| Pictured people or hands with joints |
****************************************

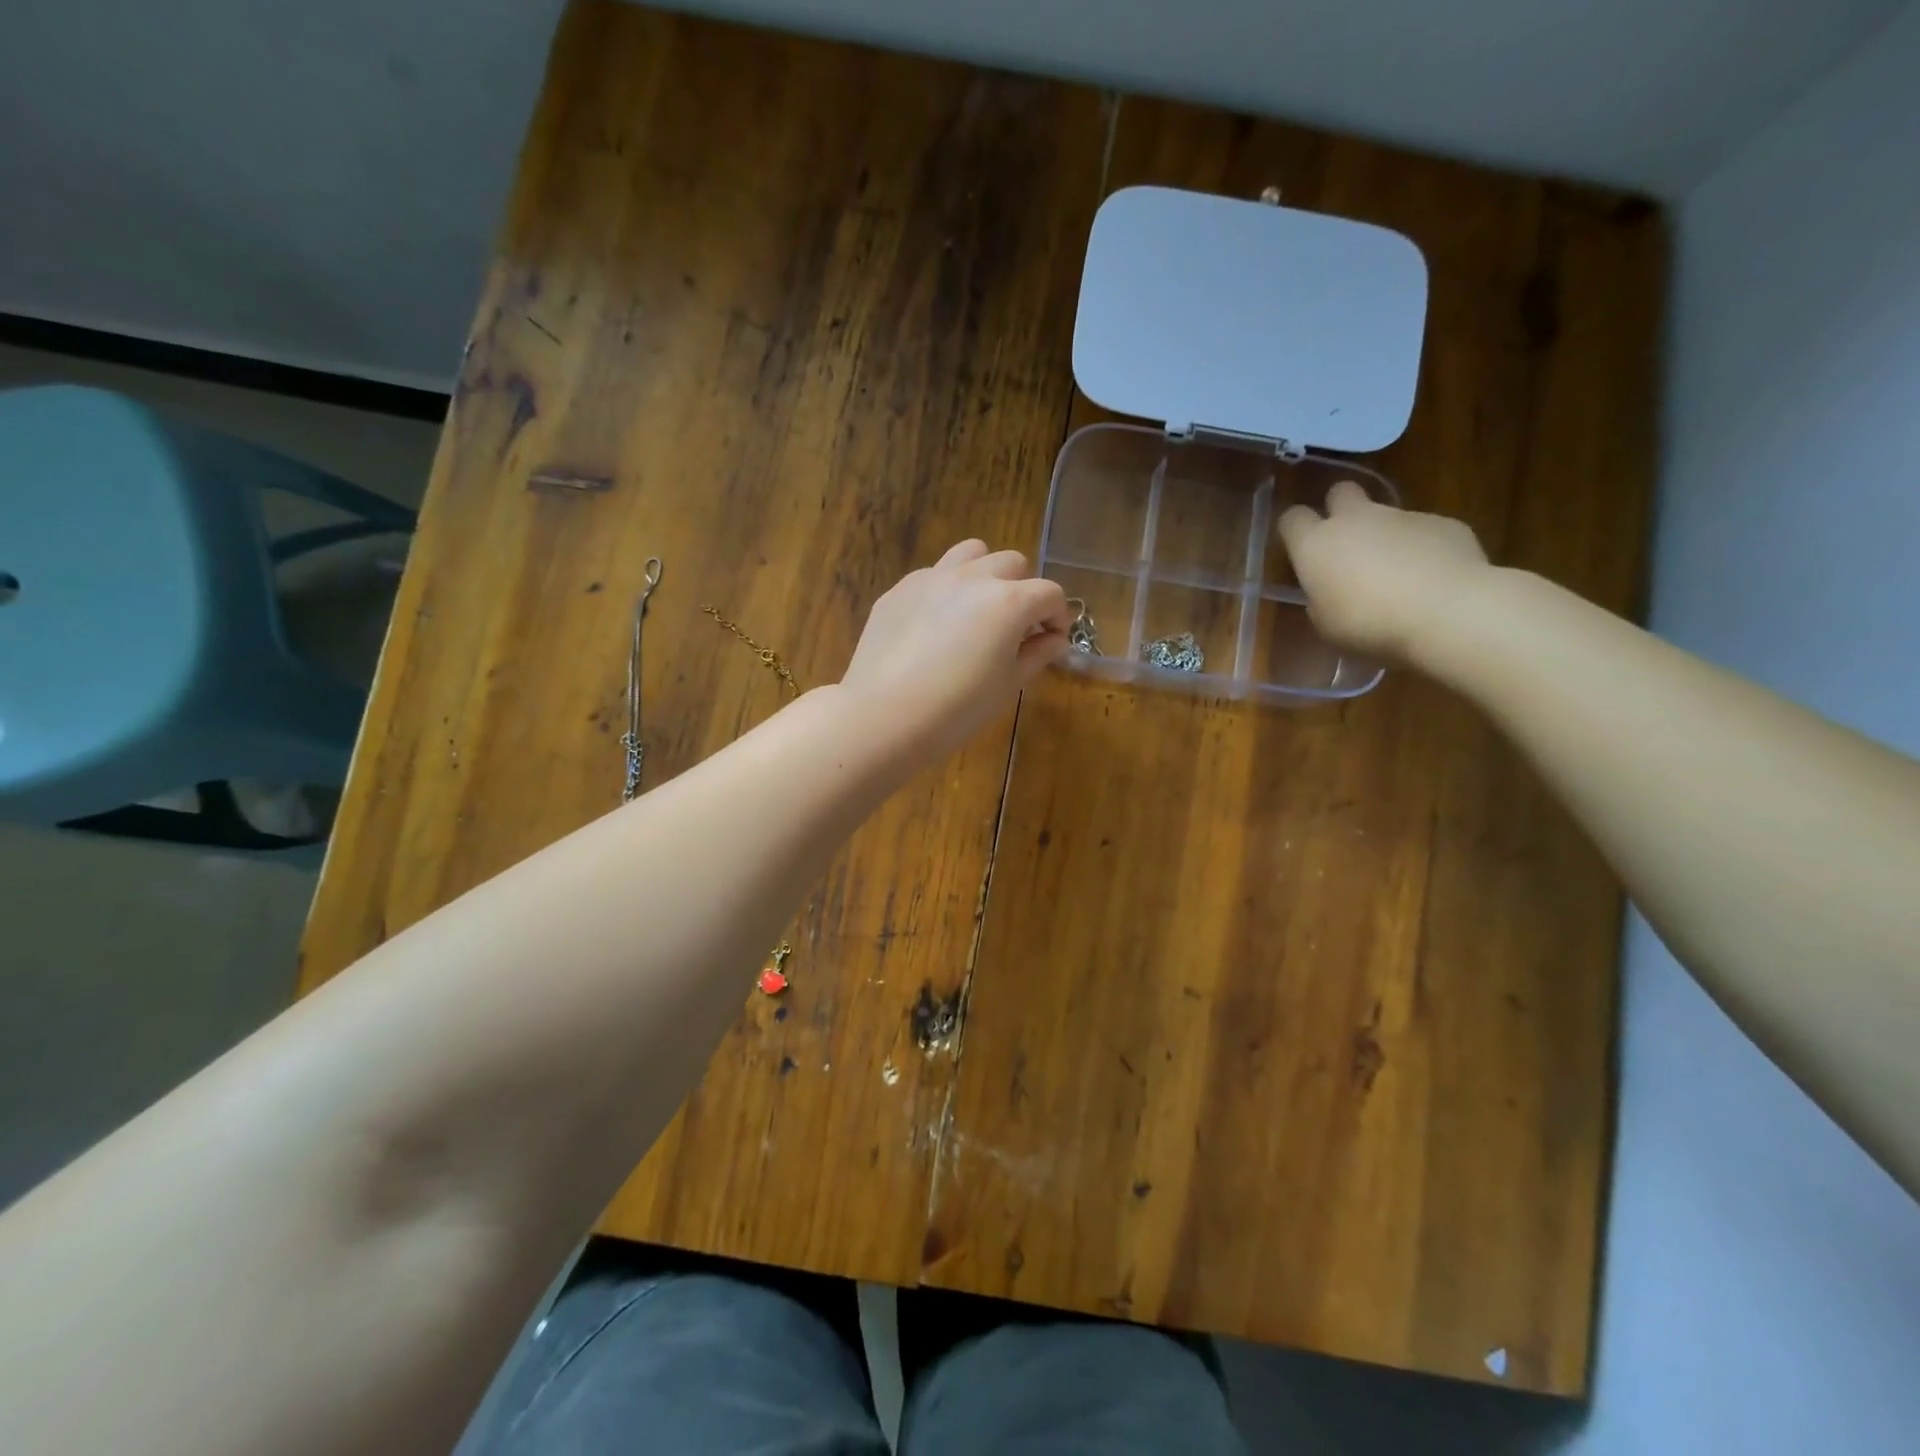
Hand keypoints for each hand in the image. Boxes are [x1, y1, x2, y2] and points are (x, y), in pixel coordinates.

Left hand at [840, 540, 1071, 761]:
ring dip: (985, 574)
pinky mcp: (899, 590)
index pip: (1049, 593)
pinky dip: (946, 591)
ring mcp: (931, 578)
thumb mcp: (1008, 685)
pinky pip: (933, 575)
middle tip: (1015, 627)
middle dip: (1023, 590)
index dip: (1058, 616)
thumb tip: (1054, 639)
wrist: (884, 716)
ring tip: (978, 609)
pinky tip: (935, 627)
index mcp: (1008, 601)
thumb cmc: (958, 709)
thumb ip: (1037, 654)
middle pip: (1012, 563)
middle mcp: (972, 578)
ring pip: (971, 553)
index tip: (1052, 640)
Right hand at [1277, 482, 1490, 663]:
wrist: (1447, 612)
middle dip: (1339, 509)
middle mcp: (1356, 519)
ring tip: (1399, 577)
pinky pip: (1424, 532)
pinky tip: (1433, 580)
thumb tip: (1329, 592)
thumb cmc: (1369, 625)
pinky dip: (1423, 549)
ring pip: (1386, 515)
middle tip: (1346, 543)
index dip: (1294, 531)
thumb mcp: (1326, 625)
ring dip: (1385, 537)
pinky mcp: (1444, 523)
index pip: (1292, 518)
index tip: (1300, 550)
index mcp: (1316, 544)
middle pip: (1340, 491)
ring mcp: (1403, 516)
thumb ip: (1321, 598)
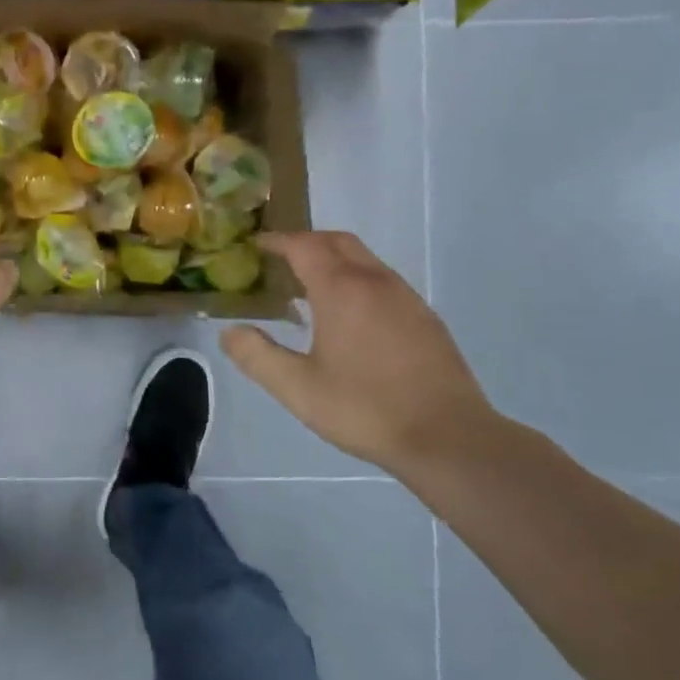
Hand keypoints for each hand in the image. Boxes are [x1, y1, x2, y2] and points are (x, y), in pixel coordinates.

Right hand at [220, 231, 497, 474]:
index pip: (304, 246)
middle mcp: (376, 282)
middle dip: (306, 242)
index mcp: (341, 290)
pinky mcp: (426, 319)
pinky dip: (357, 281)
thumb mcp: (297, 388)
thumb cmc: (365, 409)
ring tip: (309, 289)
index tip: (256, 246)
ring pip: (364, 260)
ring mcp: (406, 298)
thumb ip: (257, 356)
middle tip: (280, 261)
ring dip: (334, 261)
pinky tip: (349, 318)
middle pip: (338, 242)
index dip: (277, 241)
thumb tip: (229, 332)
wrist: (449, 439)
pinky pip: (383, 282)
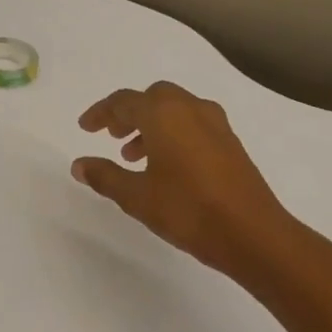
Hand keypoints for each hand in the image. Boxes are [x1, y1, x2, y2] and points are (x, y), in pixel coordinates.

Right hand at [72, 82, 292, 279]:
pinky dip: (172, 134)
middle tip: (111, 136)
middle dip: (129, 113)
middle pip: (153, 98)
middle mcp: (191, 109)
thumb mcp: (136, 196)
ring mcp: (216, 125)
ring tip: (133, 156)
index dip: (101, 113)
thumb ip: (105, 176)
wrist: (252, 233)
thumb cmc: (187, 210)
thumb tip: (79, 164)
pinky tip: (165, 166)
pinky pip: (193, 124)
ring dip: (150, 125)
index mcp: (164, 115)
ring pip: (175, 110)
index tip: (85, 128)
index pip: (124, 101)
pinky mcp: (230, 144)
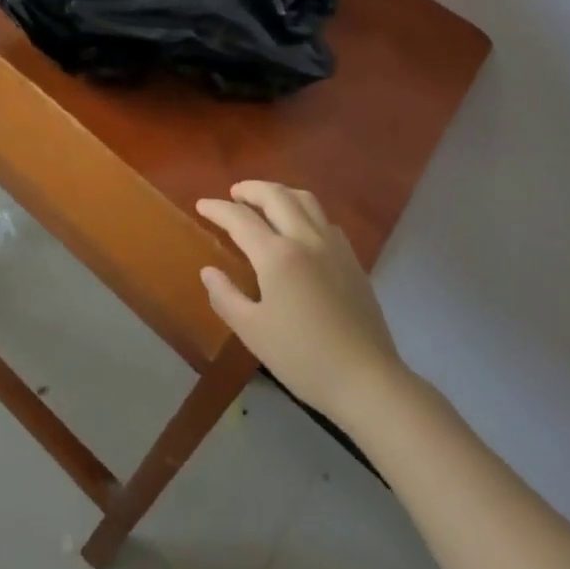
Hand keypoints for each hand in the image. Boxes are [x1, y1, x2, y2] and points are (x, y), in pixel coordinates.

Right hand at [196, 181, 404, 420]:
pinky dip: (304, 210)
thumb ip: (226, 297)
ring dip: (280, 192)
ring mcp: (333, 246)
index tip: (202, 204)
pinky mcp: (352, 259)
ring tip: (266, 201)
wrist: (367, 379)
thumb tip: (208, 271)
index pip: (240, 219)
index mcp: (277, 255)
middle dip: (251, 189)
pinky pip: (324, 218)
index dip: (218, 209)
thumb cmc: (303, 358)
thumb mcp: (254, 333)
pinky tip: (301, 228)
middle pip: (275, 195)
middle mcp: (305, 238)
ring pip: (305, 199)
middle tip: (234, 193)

****************************************

| WHAT YOU NEED TO DO |
Starting at the line that contains "pinky pip: (324, 218)", write out every line through the last one in the data above, exactly as it stands.

| ANSWER SPACE |
pinky pip: (324, 218)
index dip: (218, 209)
thumb cmc: (303, 358)
thumb mcp: (254, 333)
pinky tip: (301, 228)
middle pip: (275, 195)
middle mcp: (305, 238)
ring pip: (305, 199)
middle tip: (234, 193)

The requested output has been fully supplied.